In another study done in Riyadh, Saudi Arabia;,17 clonal complexes were identified in S. aureus isolated from medical students, namely, CC15-MSSA, CC1-MSSA-SCCfus, CC8-MSSA, CC22-MSSA, CC25-MSSA, CC101-MSSA, CC5-MSSA, CC6-MSSA, CC30-MSSA, CC45-MSSA, CC96-MSSA, CC188-MSSA, CC398-MSSA, CC942-MSSA/PVL+, CC1290-MSSA, ST2482-MSSA, and CC80-MRSA-IV/PVL+ [32].
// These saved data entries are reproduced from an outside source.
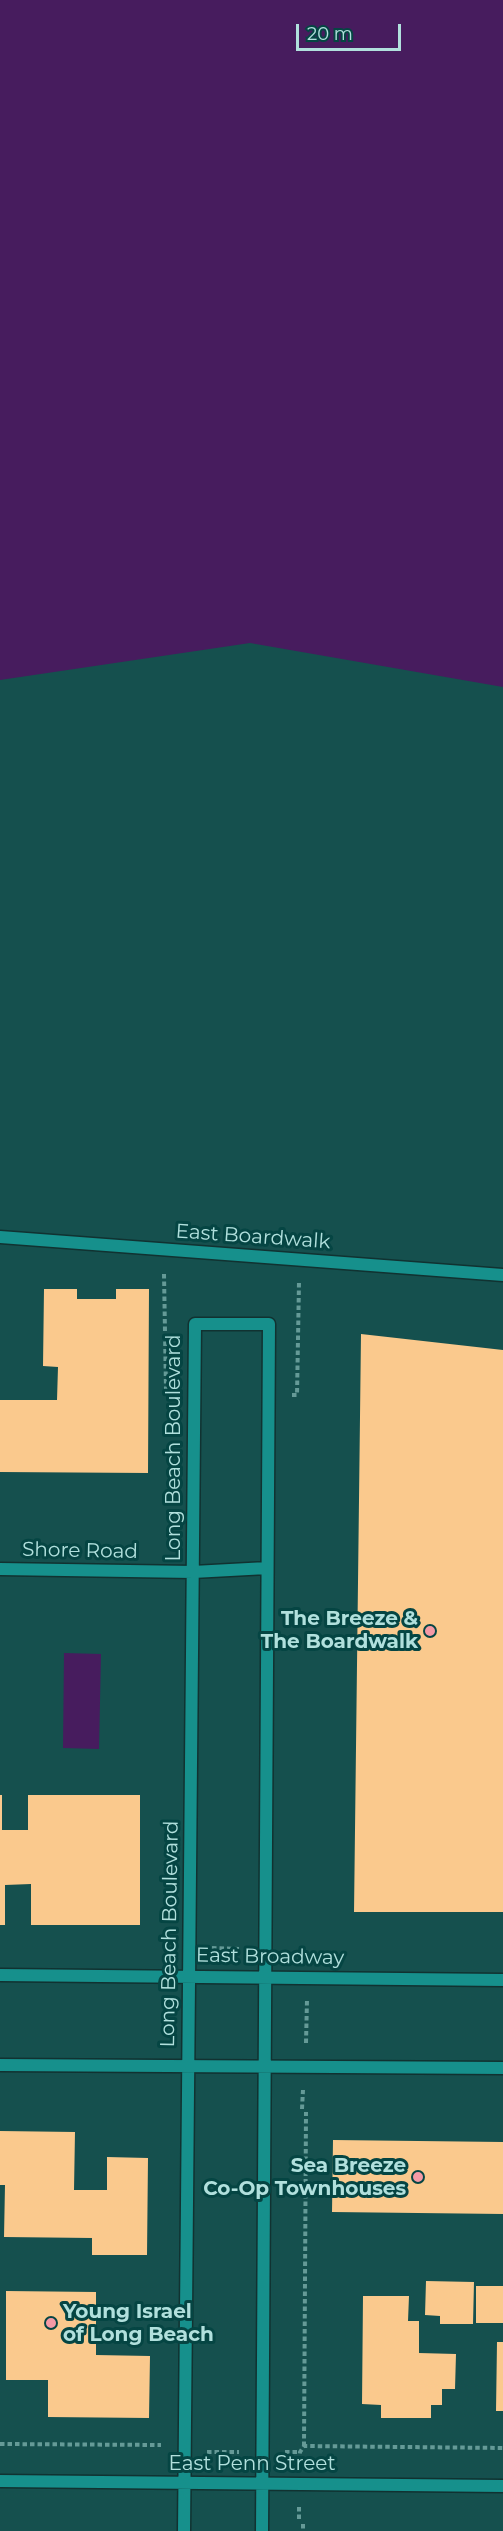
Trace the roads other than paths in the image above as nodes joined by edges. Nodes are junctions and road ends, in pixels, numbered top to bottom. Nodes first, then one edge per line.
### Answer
1 (0, 1237) edge
2 (503, 1275) edge
3 (267, 1568) junction
4 (0, 1569) edge
5 (193, 1572) junction
6 (0, 1975) edge
7 (189, 1975) junction
8 (265, 1977) junction
9 (503, 1980) edge
10 (0, 2065) edge
11 (188, 2066) junction
12 (264, 2066) junction
13 (503, 2068) edge
14 (0, 2481) edge
15 (184, 2483) junction
16 (262, 2484) junction
17 (503, 2486) edge
18 (184, 2531) edge
19 (262, 2531) edge

1 - 2 street, East Boardwalk
3 - 5 street, Shore Road
3 - 5 street, Long Beach Boulevard
3 - 8 street, Long Beach Boulevard
4 - 5 street, Shore Road
5 - 7 street, Long Beach Boulevard
6 - 7 street, East Broadway
7 - 8 street, East Broadway
7 - 11 street, Long Beach Boulevard
8 - 9 street, East Broadway
8 - 12 street, Long Beach Boulevard
10 - 11 street
11 - 12 street
11 - 15 street, Long Beach Boulevard
12 - 13 street
12 - 16 street, Long Beach Boulevard
14 - 15 street, East Penn Street
15 - 16 street, East Penn Street
15 - 18 street, Long Beach Boulevard
16 - 17 street, East Penn Street
16 - 19 street, Long Beach Boulevard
We found 19 MSSA isolates (30%) that carried the mecA gene but were still cefoxitin susceptible; 16 of these were PBP2a negative, leaving three unique MSSA isolates from HCWs that were positive for both mecA and PBP2a yet cefoxitin susceptible. These results illustrate the dynamic interrelationship between the presence or the absence of SCCmec and its expression in S. aureus strains. Previous reports have shown that MRSA and MSSA may contain similar genetic backgrounds, with the intermittent acquisition of SCCmec in MSSA populations [e.g., [33]]. In addition, the spontaneous excision of SCCmec, which encodes the protein responsible for methicillin resistance, may convert MRSA strains to MSSA, which could aid in the treatment of serious infections with resistant strains [34]. The latex agglutination test for PBP2a may show false positive reactions with MSSA [35], which although infrequent may explain our three unique isolates. However, the presence of mecA and PBP2a in MSSA strains deserves further investigation. With regard to susceptibility testing, these data suggest that the cefoxitin disk diffusion test is the most reliable means of identifying functionally active MRSA even though it takes longer than the latex agglutination test for PBP2a and PCR detection of mecA.
5. Conclusion
The diversity and complexity of the S. aureus strains isolated in our study, which were more related to previously known epidemic strains, underscore the need for the routine screening of healthy carriers to prevent infections caused by cross transmission. This study also highlights the importance of both the phenotypic and genotypic characterization of MRSA to better identify the carriers of resistant strains, especially among healthcare staff and clinical students who may serve as a reservoir of MRSA.
Acknowledgments
The authors extend their appreciation to the Deanship of Scientific Research at King Saud University for funding this work through research group Project no. RGP-038 and Deanship of Scientific Research at King Faisal University, Project no. 150197. They are also grateful to Ms. Mariam R. Buhulaiqah and Ms. Dua'a M. Al-Hamdan for their technical work during the swabbing of the participants and bacterial isolation.
Data Availability
The data used to support the findings of this study are included within the article.
Conflicts of Interest
The authors declare no conflicts of interest.